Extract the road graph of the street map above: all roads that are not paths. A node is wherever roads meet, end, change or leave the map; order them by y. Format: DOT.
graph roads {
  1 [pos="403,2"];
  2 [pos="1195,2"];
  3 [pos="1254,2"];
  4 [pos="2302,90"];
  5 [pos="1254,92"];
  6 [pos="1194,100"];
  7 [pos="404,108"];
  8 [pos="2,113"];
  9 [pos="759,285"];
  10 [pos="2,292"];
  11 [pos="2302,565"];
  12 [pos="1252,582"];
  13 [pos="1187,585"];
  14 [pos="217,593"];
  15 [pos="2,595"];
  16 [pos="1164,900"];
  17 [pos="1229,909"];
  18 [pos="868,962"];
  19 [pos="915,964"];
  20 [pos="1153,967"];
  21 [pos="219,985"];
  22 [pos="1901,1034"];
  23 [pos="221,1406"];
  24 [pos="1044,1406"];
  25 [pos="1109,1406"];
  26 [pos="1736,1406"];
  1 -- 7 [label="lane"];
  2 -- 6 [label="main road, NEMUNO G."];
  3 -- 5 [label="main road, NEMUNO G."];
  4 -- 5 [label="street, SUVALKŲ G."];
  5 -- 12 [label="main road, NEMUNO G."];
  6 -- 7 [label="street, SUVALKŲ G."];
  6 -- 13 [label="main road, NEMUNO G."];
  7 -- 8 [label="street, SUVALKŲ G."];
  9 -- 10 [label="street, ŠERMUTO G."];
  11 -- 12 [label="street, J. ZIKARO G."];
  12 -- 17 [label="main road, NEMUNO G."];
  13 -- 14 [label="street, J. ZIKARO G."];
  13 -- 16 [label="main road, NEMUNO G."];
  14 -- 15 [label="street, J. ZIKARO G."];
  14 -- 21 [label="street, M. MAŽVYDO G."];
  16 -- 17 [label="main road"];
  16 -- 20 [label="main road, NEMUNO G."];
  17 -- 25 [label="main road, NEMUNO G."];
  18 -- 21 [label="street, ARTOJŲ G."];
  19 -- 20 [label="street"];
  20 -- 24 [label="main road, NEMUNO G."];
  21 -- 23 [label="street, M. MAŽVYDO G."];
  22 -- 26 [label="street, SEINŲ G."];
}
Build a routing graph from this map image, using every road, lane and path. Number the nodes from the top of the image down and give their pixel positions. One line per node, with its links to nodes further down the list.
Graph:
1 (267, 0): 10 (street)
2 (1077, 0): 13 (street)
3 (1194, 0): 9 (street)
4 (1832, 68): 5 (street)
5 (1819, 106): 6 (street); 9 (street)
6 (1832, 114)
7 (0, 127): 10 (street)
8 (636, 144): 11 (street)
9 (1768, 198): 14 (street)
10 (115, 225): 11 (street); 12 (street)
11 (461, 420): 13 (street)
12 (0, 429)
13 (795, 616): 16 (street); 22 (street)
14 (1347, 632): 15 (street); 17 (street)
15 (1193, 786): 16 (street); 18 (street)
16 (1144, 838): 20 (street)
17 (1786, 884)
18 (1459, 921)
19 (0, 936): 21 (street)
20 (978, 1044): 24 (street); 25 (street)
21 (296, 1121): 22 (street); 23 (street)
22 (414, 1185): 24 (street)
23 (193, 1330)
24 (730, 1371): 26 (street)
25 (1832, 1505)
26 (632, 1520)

++++++

== Exercise instructions ==
Please return all lines from the records that hold the word "MAŽVYDO".

== Expected answer ==
  14 -- 21 [label="street, M. MAŽVYDO G."];
  21 -- 23 [label="street, M. MAŽVYDO G."];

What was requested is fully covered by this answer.